Re: [PATCH net] net: mana: Fix perf regression: remove rx_cqes, tx_cqes counters

From: Horatiu Vultur
Date: Fri May 26 2023 - 02:45:39 EST


The 05/25/2023 14:34, Haiyang Zhang wrote:
>
> > -----Original Message-----
> > From: Horatiu Vultur <horatiu.vultur@xxxxxxxxxxxxx>
> > Sent: Thursday, May 25, 2023 2:49 AM
> > To: Haiyang Zhang <haiyangz@xxxxxxxxxxxxx>
> > Cc: linux-hyperv@xxxxxxxxxxxxxxx; netdev@xxxxxxxxxxxxxxx; Dexuan Cui
> > <decui@xxxxxxxxxxxxx>; KY Srinivasan <kys@xxxxxxxxxxxxx>; Paul Rosswurm
> > <paulros@xxxxxxxxxxxxx>; olaf@xxxxxxxxx; vkuznets@xxxxxxxxxx;
> > davem@xxxxxxxxxxxxx; wei.liu@xxxxxxxxxx; edumazet@xxxxxxxxxx;
> > kuba@xxxxxxxxxx; pabeni@xxxxxxxxxx; leon@xxxxxxxxxx; Long Li
> > <longli@xxxxxxxxxxxxx>; ssengar@xxxxxxxxxxxxxxxxxxx; linux-
> > rdma@xxxxxxxxxxxxxxx; daniel@xxxxxxxxxxxxx; john.fastabend@xxxxxxxxx;
> > bpf@xxxxxxxxxxxxxxx; ast@xxxxxxxxxx; Ajay Sharma
> > <sharmaajay@xxxxxxxxxxxxx>; hawk@xxxxxxxxxx; linux-
> > kernel@xxxxxxxxxxxxxxx; stable@xxxxxxxxxxxxxxx
> > Subject: Re: [PATCH net] net: mana: Fix perf regression: remove rx_cqes,
> > tx_cqes counters
> >
> > [Some people who received this message don't often get email from
> > horatiu.vultur@xxxxxxxxxxxxx.

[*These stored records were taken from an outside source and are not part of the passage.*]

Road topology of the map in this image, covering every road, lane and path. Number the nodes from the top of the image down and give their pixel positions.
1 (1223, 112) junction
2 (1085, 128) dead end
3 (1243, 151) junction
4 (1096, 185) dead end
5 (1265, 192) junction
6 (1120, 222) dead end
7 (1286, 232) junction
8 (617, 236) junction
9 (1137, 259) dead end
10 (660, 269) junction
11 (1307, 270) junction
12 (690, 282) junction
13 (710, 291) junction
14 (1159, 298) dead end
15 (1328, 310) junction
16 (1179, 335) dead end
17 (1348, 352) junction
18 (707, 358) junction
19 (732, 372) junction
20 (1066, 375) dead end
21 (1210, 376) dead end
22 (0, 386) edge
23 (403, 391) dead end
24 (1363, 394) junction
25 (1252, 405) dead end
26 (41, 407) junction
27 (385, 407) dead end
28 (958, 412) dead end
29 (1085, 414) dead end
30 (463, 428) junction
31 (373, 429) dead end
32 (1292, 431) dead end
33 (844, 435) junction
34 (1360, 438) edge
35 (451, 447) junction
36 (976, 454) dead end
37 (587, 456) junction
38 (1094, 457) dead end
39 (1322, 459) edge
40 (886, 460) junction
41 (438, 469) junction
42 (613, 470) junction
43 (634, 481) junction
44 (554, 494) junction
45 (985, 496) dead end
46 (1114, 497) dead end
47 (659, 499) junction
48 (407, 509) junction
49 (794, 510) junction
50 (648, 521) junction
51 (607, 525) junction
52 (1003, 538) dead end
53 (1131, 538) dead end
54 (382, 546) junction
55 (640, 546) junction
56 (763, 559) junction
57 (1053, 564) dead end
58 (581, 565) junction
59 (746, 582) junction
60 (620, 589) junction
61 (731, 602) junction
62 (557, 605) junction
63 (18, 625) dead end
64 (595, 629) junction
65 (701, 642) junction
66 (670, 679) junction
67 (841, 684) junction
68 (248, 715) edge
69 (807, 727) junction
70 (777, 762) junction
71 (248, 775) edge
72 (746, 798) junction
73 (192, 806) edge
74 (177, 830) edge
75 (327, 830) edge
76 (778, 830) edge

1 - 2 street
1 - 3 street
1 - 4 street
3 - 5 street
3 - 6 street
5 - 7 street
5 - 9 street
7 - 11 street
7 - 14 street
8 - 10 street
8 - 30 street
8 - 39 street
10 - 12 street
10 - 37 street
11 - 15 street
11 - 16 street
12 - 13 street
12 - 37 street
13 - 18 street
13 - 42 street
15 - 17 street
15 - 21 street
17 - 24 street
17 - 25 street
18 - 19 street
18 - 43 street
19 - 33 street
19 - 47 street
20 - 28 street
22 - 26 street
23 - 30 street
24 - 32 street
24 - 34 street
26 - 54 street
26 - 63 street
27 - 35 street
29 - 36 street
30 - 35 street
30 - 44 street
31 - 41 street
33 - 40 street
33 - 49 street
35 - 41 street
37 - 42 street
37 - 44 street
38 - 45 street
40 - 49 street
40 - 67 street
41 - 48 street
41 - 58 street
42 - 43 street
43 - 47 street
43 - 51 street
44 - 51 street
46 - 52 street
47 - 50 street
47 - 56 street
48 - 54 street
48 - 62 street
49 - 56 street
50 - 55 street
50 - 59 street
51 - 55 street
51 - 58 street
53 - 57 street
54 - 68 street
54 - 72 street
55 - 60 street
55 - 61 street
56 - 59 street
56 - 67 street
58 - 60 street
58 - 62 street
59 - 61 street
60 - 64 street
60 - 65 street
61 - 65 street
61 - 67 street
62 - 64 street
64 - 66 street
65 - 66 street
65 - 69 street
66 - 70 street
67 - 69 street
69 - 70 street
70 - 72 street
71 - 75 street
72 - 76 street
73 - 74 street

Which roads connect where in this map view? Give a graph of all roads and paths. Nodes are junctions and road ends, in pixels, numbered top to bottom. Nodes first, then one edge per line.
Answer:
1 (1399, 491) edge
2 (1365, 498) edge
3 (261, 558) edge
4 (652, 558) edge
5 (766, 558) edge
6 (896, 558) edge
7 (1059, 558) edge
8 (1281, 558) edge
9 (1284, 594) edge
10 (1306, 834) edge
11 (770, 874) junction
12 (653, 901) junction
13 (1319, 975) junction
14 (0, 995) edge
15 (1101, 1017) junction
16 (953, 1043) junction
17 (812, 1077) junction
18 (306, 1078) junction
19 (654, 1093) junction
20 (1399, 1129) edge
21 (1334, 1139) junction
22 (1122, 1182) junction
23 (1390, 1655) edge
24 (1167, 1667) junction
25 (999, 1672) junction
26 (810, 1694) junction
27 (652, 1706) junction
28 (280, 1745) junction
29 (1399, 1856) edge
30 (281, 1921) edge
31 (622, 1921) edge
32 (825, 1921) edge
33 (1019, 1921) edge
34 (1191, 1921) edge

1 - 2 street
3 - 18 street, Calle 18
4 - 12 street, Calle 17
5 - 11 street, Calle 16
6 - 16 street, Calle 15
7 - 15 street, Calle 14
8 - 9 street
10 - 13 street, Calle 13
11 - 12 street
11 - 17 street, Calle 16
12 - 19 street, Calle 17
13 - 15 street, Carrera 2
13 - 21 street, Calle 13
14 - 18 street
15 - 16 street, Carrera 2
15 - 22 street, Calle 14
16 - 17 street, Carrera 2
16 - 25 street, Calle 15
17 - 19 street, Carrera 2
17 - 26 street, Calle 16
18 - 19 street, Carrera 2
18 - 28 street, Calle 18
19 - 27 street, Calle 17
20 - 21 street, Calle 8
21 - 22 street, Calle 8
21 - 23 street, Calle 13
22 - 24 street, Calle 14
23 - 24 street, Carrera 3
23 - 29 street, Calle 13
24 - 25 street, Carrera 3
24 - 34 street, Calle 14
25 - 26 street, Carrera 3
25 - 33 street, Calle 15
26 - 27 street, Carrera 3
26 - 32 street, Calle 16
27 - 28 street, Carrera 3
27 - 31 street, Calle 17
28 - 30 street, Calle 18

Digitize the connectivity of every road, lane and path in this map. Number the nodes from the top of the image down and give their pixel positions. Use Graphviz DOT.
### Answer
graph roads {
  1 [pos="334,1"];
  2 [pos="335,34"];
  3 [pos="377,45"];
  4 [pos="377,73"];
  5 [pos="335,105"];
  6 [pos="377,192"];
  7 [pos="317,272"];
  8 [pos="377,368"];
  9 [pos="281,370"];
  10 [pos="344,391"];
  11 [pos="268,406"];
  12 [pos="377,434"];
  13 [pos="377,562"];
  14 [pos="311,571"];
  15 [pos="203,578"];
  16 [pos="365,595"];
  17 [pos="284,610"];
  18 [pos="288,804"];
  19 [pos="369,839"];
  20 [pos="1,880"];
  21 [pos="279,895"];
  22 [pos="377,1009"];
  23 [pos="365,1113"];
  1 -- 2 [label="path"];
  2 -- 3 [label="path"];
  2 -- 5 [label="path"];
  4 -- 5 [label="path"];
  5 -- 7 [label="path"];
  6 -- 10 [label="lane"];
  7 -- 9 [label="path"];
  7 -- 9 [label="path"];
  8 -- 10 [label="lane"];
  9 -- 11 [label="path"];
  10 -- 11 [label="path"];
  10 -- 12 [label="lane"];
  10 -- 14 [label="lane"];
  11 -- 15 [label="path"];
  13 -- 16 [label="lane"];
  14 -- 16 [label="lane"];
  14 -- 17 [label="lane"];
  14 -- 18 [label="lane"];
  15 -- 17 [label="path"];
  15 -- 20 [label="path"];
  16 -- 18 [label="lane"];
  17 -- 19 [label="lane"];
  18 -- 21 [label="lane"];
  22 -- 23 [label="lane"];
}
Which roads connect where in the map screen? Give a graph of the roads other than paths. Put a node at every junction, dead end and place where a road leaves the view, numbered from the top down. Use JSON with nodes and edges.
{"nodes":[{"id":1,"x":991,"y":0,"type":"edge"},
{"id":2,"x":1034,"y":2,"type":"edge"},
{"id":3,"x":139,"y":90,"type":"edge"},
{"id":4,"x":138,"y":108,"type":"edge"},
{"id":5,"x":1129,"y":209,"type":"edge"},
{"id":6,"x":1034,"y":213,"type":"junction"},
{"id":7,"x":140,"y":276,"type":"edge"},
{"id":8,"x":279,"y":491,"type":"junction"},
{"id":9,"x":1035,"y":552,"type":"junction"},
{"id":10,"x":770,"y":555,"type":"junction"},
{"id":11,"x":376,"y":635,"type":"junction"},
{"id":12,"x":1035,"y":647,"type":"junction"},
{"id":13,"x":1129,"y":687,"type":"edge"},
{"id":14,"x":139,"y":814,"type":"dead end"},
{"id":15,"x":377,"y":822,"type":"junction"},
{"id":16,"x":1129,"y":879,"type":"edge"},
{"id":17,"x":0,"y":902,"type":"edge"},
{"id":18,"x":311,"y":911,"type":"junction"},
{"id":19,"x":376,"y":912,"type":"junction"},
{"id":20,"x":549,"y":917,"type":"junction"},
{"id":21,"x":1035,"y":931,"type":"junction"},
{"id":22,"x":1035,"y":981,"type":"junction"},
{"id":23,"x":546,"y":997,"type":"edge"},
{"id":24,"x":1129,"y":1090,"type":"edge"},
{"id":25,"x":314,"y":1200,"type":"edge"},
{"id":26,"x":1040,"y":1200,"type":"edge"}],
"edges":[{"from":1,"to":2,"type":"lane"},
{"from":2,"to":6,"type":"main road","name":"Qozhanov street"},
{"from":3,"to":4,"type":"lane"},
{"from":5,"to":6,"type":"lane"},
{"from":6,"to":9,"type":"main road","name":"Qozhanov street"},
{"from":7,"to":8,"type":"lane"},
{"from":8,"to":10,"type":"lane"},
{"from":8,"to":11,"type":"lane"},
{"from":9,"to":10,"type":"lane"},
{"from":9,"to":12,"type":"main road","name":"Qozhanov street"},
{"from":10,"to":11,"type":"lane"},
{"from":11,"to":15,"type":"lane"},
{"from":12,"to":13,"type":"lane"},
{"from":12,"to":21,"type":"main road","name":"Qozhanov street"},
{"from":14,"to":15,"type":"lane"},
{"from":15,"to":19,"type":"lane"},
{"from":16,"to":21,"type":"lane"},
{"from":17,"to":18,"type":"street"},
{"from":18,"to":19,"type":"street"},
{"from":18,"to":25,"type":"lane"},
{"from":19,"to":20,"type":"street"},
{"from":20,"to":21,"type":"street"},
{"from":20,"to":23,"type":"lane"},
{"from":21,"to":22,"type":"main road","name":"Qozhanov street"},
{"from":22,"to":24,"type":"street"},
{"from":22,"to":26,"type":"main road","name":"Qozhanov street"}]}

Learn why this is important at
> > https://aka.ms/LearnAboutSenderIdentification ]
> >
> > The 05/24/2023 14:22, Haiyang Zhang wrote:
> >
> > Hi Haiyang,
> >
> > >
> > > The apc->eth_stats.rx_cqes is one per NIC (vport), and it's on the
> > > frequent and parallel code path of all queues. So, r/w into this
> > > single shared variable by many threads on different CPUs creates a
> > > lot caching and memory overhead, hence perf regression. And, it's
> > > not accurate due to the high volume concurrent r/w.
> >
> > Do you have any numbers to show the improvement of this change?
>
> The numbers are not published. The perf regression of the previous
> patch is very significant, and this patch eliminates the regression.
>
> >
> > >
> > > Since the error path of mana_poll_rx_cq() already has warnings, so
> > > keeping the counter and convert it to a per-queue variable is not
> > > necessary. So, just remove this counter from this high frequency
> > > code path.
> > >
> > > Also, remove the tx_cqes counter for the same reason. We have
> > > warnings & other counters for errors on that path, and don't need
> > > to count every normal cqe processing.
> >
> > Will you not have problems with the counter 'apc->eth_stats.tx_cqe_err'?
> > It is not in the hot path but you will have concurrent access to it.
>
> Yes, but that error happens rarely, so a shared variable is good enough. So, I
> don't change it in this patch.

OK, I understand.
Maybe this can be fixed in a different patch at a later point. Thanks.

Reviwed-by: Horatiu Vultur <horatiu.vultur@xxxxxxxxxxxxx>

>
> Thanks,
> - Haiyang
>

--
/Horatiu